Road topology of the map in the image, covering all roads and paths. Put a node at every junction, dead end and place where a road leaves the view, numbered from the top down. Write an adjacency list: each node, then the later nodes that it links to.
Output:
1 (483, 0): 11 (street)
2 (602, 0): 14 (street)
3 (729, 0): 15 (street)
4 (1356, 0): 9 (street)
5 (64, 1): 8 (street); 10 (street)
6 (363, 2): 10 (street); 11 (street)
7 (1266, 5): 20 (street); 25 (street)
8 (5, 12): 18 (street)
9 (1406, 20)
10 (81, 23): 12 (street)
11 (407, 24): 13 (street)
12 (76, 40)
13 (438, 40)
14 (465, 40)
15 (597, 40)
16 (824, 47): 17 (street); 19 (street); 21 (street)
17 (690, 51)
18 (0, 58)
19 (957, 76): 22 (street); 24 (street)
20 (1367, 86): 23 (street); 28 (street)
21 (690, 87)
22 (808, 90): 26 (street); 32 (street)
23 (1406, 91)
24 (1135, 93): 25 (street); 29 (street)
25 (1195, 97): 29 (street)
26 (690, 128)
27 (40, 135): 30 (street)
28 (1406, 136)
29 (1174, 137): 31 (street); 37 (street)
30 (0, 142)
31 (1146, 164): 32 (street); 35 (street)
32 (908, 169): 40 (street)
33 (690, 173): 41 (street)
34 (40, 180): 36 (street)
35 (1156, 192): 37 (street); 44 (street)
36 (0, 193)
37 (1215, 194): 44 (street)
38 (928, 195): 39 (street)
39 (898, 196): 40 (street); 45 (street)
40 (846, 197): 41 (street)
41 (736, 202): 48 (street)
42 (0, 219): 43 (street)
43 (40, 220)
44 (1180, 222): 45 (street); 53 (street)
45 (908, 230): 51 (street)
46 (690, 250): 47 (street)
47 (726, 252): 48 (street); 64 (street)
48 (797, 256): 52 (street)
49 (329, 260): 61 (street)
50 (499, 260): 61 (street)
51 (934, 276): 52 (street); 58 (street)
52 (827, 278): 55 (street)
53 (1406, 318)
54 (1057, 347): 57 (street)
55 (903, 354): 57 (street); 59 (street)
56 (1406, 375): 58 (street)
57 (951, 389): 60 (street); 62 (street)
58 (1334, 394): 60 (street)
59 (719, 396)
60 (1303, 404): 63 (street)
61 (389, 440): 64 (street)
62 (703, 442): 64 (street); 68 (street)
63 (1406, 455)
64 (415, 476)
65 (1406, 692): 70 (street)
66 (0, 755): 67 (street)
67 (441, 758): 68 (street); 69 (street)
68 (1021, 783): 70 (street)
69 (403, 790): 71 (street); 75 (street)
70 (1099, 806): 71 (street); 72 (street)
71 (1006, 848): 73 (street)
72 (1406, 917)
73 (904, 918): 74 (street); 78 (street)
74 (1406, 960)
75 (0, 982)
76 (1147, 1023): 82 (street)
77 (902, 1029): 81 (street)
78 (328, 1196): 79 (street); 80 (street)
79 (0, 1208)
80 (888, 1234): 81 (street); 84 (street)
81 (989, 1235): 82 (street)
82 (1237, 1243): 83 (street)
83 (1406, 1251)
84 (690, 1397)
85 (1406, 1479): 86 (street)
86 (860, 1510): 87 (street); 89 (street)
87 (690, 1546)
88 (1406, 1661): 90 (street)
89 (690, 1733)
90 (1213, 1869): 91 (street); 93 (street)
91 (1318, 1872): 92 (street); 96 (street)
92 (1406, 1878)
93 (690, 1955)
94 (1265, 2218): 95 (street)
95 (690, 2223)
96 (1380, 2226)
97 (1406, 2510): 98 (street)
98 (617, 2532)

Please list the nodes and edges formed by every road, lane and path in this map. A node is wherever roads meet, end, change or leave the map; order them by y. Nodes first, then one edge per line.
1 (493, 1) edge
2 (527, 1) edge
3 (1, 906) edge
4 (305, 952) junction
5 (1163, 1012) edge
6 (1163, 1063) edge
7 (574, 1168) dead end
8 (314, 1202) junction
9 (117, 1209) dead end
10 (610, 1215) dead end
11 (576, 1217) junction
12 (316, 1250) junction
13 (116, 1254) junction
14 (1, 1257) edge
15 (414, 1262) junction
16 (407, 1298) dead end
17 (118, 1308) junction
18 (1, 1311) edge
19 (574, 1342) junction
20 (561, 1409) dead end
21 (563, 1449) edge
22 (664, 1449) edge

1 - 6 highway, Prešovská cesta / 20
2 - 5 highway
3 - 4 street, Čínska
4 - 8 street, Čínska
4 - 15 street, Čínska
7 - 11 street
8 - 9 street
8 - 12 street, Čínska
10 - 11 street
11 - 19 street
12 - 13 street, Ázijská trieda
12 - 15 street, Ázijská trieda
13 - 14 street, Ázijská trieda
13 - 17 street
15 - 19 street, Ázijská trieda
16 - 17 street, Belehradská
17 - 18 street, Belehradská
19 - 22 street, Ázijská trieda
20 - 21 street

TASK DESCRIPTION
Write out the material above exactly, leaving out no line.

SOLUTION TO THIS EXERCISE
Road topology of the map in the image, covering all roads and paths. Put a node at every junction, dead end and place where a road leaves the view, numbered from the top down. Write an adjacency list: each node, then the later nodes that it links to.
Output:
1 (483, 0): 11 (street)
2 (602, 0): 14 (street)
3 (729, 0): 15 (street)
4 (1356, 0): 9 (street)
5 (64, 1): 8 (street); 10 (street)
6 (363, 2): 10 (street); 11 (street)
7 (1266, 5): 20 (street); 25 (street)
8 (5, 12): 18 (street)
9 (1406, 20)
10 (81, 23): 12 (street)
11 (407, 24): 13 (street)
12 (76, 40)
13 (438, 40)
14 (465, 40)
15 (597, 40)
16 (824, 47): 17 (street); 19 (street); 21 (street)
17 (690, 51)
18 (0, 58)
19 (957, 76): 22 (street); 24 (street)
20 (1367, 86): 23 (street); 28 (street)
21 (690, 87)
22 (808, 90): 26 (street); 32 (street)
23 (1406, 91)
24 (1135, 93): 25 (street); 29 (street)
25 (1195, 97): 29 (street)
26 (690, 128)
27 (40, 135): 30 (street)
28 (1406, 136)
29 (1174, 137): 31 (street); 37 (street)
30 (0, 142)
31 (1146, 164): 32 (street); 35 (street)
32 (908, 169): 40 (street)
33 (690, 173): 41 (street)
34 (40, 180): 36 (street)
35 (1156, 192): 37 (street); 44 (street)
36 (0, 193)
37 (1215, 194): 44 (street)
38 (928, 195): 39 (street)
39 (898, 196): 40 (street); 45 (street)
40 (846, 197): 41 (street)
41 (736, 202): 48 (street)
42 (0, 219): 43 (street)
43 (40, 220)
44 (1180, 222): 45 (street); 53 (street)
45 (908, 230): 51 (street)
46 (690, 250): 47 (street)
47 (726, 252): 48 (street); 64 (street)
48 (797, 256): 52 (street)
49 (329, 260): 61 (street)
50 (499, 260): 61 (street)
51 (934, 276): 52 (street); 58 (street)
52 (827, 278): 55 (street)
53 (1406, 318)
54 (1057, 347): 57 (street)
55 (903, 354): 57 (street); 59 (street)
56 (1406, 375): 58 (street)
57 (951, 389): 60 (street); 62 (street)
58 (1334, 394): 60 (street)
59 (719, 396)
60 (1303, 404): 63 (street)
61 (389, 440): 64 (street)
62 (703, 442): 64 (street); 68 (street)
63 (1406, 455)
64 (415, 476)
65 (1406, 692): 70 (street)
66 (0, 755): 67 (street)
67 (441, 758): 68 (street); 69 (street)
68 (1021, 783): 70 (street)
69 (403, 790): 71 (street); 75 (street)
70 (1099, 806): 71 (street); 72 (street)
71 (1006, 848): 73 (street)
72 (1406, 917)
73 (904, 918): 74 (street); 78 (street)
74 (1406, 960)
75 (0, 982)
76 (1147, 1023): 82 (street)
77 (902, 1029): 81 (street)
78 (328, 1196): 79 (street); 80 (street)
79 (0, 1208)
80 (888, 1234): 81 (street); 84 (street)
81 (989, 1235): 82 (street)
82 (1237, 1243): 83 (street)
83 (1406, 1251)
84 (690, 1397)
85 (1406, 1479): 86 (street)
86 (860, 1510): 87 (street); 89 (street)
87 (690, 1546)
88 (1406, 1661): 90 (street)
89 (690, 1733)
90 (1213, 1869): 91 (street); 93 (street)
91 (1318, 1872): 92 (street); 96 (street)
92 (1406, 1878)
93 (690, 1955)
94 (1265, 2218): 95 (street)
95 (690, 2223)
96 (1380, 2226)
97 (1406, 2510): 98 (street)
98 (617, 2532)

Please list the nodes and edges formed by every road, lane and path in this map. A node is wherever roads meet, end, change or leave the map; order them by y. Nodes first, then one edge per line.
1 (493, 1) edge
2 (527, 1) edge
3 (1, 906) edge
4 (305, 952) junction
5 (1163, 1012) edge
6 (1163, 1063) edge
7 (574, 1168) dead end
8 (314, 1202) junction
9 (117, 1209) dead end
10 (610, 1215) dead end
11 (576, 1217) junction
12 (316, 1250) junction
13 (116, 1254) junction
14 (1, 1257) edge
15 (414, 1262) junction
16 (407, 1298) dead end
17 (118, 1308) junction
18 (1, 1311) edge
19 (574, 1342) junction
20 (561, 1409) dead end
21 (563, 1449) edge
22 (664, 1449) edge

1 - 6 highway, Prešovská cesta / 20
2 - 5 highway
3 - 4 street, Čínska
4 - 8 street, Čínska
4 - 15 street, Čínska
7 - 11 street
8 - 9 street
8 - 12 street, Čínska
10 - 11 street
11 - 19 street
12 - 13 street, Ázijská trieda
12 - 15 street, Ázijská trieda
13 - 14 street, Ázijská trieda
13 - 17 street
15 - 19 street, Ázijská trieda
16 - 17 street, Belehradská
17 - 18 street, Belehradská
19 - 22 street, Ázijská trieda
20 - 21 street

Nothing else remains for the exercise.